Nancy and I are playing the “Bird Game.”
Let me explain.
During our marriage we have had cats, English Setters, beagles, mutts, rabbits, gerbils, fresh and saltwater aquarium fish, turtles, ferrets and frogs. A few years ago, we got our first birds. A friend of Nancy’s told her told about two love birds that had lost their original owner and were now confined to a basement in a room without natural light. Naturally, Nancy went out, bought a hundred-dollar cage and adopted the love birds. They were older birds, and wouldn’t live that long, she was told,
Well, they didn’t. One died in about a year and the other followed suit a few months later. We then had no birds, just a hundred-dollar cage. Then, another “friend” found a parakeet in the road in front of his house that had obviously escaped and was basically helpless. He captured the distressed bird, couldn’t find the rightful owner, and somehow discovered that we had a room for rent – an empty cage. One call to Nancy with a sob story and now we were back in the bird business. The little parakeet, we named him Brother Bill after his captor, seemed fine, chirping away at the various make-believe friends in his mirrors, but Nancy thought he might be lonely. So she bought another parakeet, Snowbird, a young female who proceeded to make Brother Bill’s life a living hell. Then Brother Bill died, leaving another solitary parakeet.

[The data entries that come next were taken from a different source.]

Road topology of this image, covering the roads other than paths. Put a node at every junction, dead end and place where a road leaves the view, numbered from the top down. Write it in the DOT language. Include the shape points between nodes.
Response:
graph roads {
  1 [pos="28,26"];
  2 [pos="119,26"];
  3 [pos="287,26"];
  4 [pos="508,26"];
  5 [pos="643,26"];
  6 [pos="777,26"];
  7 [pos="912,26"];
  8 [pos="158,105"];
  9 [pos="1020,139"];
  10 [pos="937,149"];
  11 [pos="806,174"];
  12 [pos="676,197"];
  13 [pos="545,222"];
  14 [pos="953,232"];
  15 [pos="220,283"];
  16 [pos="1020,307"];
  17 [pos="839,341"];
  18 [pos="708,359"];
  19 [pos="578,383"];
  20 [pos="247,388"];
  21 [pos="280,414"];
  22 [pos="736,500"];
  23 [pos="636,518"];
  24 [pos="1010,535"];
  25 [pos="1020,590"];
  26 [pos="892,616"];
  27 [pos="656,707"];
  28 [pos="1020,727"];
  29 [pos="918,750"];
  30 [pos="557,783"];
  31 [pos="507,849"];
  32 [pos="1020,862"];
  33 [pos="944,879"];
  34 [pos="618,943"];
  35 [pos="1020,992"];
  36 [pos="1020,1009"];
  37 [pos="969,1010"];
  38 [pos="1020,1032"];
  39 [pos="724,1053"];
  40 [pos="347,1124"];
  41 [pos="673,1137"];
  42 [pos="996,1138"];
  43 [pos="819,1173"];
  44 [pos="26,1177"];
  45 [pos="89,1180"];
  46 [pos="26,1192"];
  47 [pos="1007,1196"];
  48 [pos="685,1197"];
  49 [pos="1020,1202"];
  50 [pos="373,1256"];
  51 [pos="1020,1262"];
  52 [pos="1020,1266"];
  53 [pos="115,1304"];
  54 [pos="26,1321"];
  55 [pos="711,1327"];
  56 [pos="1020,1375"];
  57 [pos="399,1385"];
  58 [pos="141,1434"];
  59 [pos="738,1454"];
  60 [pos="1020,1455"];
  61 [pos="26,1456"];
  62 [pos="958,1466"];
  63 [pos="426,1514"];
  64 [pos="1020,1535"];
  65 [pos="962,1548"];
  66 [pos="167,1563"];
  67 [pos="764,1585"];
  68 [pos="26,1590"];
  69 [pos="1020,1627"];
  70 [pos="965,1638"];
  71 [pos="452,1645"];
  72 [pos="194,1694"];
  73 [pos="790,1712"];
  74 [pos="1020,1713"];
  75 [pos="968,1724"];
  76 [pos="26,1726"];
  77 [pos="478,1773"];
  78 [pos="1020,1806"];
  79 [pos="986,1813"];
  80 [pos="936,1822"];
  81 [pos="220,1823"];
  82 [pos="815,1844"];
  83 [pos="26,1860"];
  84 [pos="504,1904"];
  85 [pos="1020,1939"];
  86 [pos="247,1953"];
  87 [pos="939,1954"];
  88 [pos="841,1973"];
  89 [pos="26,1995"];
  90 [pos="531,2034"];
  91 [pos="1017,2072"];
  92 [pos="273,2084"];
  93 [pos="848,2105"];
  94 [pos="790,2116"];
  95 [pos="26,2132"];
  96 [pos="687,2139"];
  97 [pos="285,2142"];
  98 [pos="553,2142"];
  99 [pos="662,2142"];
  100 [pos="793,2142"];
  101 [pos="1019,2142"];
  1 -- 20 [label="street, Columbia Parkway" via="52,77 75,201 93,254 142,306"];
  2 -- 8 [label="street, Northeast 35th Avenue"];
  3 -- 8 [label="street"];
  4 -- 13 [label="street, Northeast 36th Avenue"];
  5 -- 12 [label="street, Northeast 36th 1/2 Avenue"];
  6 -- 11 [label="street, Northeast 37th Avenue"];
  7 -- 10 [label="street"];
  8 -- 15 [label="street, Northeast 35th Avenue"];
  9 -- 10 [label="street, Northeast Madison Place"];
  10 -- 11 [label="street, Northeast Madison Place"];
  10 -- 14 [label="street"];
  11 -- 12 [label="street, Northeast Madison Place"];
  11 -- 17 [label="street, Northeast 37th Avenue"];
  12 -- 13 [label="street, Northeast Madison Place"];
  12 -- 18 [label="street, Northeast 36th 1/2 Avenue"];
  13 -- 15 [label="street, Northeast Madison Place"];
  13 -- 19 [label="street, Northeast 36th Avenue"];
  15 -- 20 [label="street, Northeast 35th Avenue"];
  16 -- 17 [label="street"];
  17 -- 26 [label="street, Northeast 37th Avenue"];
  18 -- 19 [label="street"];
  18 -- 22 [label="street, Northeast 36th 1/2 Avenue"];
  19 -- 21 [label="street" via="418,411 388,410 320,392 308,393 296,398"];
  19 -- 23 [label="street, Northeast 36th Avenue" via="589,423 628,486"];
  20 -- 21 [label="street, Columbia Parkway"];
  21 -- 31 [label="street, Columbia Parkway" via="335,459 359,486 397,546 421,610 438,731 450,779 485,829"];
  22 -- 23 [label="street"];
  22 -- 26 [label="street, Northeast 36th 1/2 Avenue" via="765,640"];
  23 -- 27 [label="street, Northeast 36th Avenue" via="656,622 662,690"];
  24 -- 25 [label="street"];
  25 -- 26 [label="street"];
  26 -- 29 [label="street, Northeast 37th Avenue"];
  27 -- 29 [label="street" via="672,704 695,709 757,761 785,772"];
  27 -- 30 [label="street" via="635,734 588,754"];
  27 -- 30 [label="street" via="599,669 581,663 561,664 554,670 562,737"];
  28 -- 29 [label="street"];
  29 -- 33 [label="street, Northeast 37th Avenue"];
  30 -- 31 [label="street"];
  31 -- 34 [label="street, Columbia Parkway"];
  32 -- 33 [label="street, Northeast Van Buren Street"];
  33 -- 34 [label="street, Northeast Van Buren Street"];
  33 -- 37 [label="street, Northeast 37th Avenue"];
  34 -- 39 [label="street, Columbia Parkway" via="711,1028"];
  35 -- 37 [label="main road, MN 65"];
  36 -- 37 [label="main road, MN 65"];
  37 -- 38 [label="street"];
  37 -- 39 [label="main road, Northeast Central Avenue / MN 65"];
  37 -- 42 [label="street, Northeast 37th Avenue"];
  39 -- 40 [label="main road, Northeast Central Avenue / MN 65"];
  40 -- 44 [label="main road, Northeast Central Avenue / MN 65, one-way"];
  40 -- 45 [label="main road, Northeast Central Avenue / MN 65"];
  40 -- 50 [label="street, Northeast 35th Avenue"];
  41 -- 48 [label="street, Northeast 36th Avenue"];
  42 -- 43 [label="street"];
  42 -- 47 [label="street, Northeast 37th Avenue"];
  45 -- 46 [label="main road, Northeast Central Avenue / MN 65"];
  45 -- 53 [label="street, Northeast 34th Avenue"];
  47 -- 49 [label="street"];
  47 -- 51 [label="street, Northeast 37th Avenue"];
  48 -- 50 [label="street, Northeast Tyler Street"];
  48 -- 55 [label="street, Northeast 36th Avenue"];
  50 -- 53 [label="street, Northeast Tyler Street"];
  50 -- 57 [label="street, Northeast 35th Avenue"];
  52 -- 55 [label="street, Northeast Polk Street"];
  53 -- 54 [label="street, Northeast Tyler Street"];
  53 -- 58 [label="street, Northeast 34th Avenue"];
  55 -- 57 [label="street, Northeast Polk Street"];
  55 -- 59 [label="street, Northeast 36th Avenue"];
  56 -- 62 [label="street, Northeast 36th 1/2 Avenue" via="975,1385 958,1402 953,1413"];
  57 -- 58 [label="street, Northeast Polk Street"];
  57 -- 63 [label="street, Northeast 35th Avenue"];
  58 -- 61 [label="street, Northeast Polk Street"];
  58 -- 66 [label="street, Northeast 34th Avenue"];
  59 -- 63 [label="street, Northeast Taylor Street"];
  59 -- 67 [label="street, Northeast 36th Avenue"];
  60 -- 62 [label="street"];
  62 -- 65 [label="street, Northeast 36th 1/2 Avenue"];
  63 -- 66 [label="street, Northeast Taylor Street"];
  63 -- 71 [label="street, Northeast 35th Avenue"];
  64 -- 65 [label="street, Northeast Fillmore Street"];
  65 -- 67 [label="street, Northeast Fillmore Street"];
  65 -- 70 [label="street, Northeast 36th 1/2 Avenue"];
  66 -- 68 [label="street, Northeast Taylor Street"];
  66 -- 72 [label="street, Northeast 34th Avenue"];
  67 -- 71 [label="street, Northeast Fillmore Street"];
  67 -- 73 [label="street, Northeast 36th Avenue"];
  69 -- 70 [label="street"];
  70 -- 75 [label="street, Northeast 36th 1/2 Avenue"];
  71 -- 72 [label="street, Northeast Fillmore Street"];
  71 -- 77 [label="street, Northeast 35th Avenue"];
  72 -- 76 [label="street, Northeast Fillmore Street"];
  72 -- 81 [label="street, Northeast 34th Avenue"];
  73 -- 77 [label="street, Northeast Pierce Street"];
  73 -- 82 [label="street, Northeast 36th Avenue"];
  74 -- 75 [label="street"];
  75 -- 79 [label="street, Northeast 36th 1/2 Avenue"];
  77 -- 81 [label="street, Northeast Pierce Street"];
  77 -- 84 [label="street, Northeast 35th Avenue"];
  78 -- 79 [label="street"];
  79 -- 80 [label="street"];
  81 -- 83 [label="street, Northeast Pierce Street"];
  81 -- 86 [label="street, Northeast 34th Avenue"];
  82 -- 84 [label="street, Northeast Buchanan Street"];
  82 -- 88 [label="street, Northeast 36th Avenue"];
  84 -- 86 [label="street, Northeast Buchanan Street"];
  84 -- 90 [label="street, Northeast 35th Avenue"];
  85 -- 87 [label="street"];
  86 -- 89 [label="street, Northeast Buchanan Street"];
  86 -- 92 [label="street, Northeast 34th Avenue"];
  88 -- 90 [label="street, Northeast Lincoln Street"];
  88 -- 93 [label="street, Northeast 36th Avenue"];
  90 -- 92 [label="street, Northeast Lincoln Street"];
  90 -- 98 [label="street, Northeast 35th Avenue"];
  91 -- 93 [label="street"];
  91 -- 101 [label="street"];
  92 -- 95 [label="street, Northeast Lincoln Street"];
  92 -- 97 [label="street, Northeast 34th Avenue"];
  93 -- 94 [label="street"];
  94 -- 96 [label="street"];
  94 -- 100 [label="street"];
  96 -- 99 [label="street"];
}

Every day, Snowbird looked longingly out the window, seeing the finches in our front porch feeder and shedding lonely, little parakeet tears.
This past weekend, we drove to Fredericksburg to get a foster parakeet, we named her Foster, to keep Snowbird occupied. Foster is supposedly a mature bird and we are hoping that our two parakeets will both die on the same day. Otherwise we will continue playing the Bird Game.
A word of advice. Never keep an empty bird cage.